■ **Work instruction**:
Scan the data. Collect each line that contains the word "from".

■ **Source data**:
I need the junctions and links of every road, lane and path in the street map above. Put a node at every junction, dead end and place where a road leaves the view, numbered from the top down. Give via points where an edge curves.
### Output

--

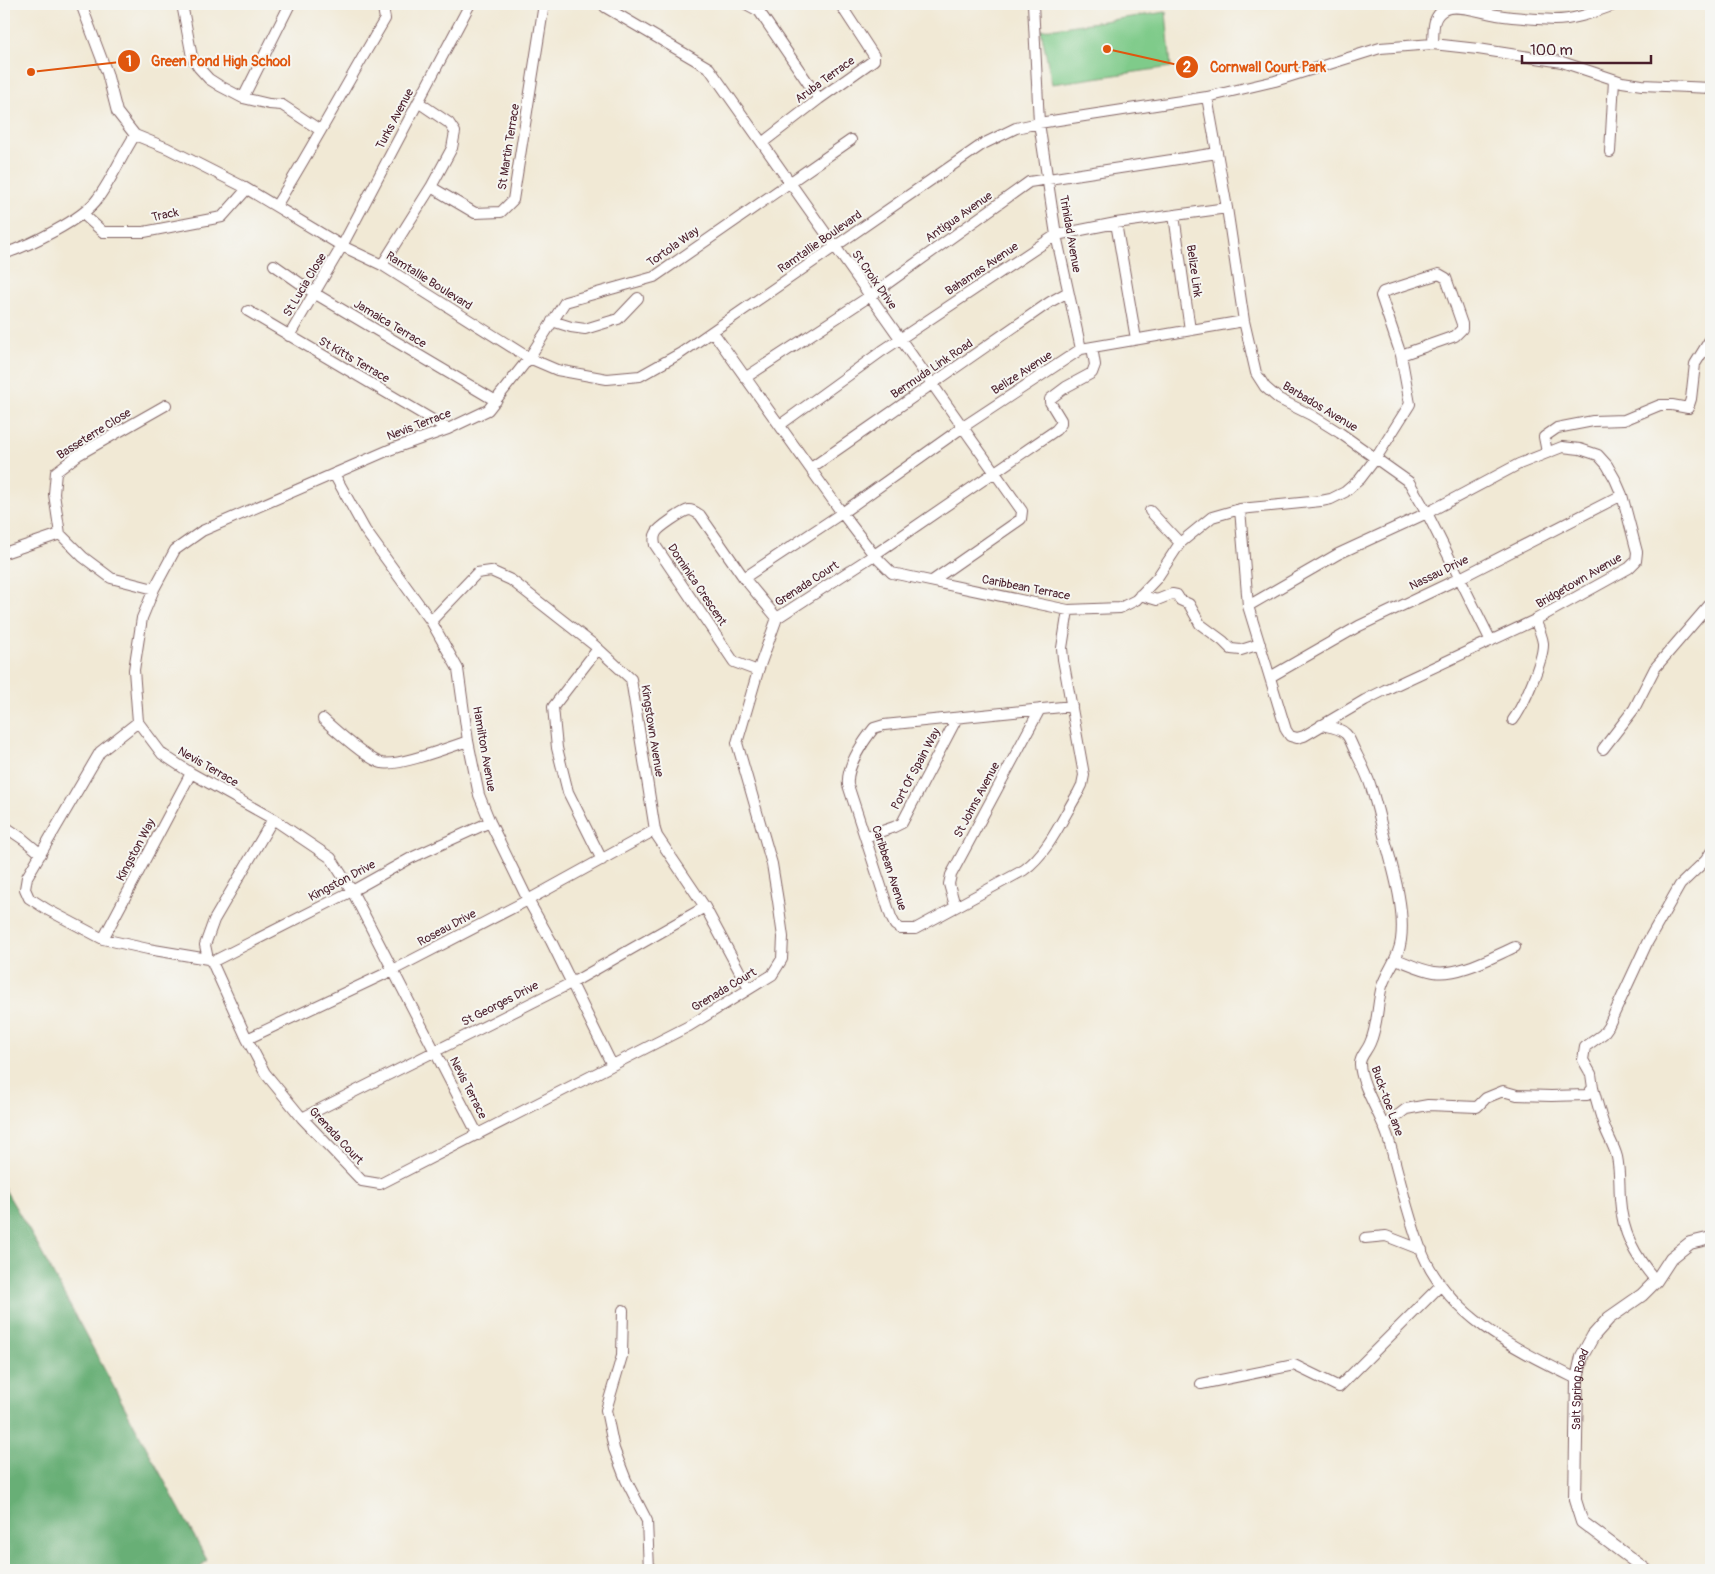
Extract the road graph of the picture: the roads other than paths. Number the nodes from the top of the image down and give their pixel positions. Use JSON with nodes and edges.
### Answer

■ **Solution to this problem**:
I need the junctions and links of every road, lane and path in the street map above. Put a node at every junction, dead end and place where a road leaves the view, numbered from the top down. Give via points where an edge curves.
Extract the road graph of the picture: the roads other than paths. Number the nodes from the top of the image down and give their pixel positions. Use JSON with nodes and edges.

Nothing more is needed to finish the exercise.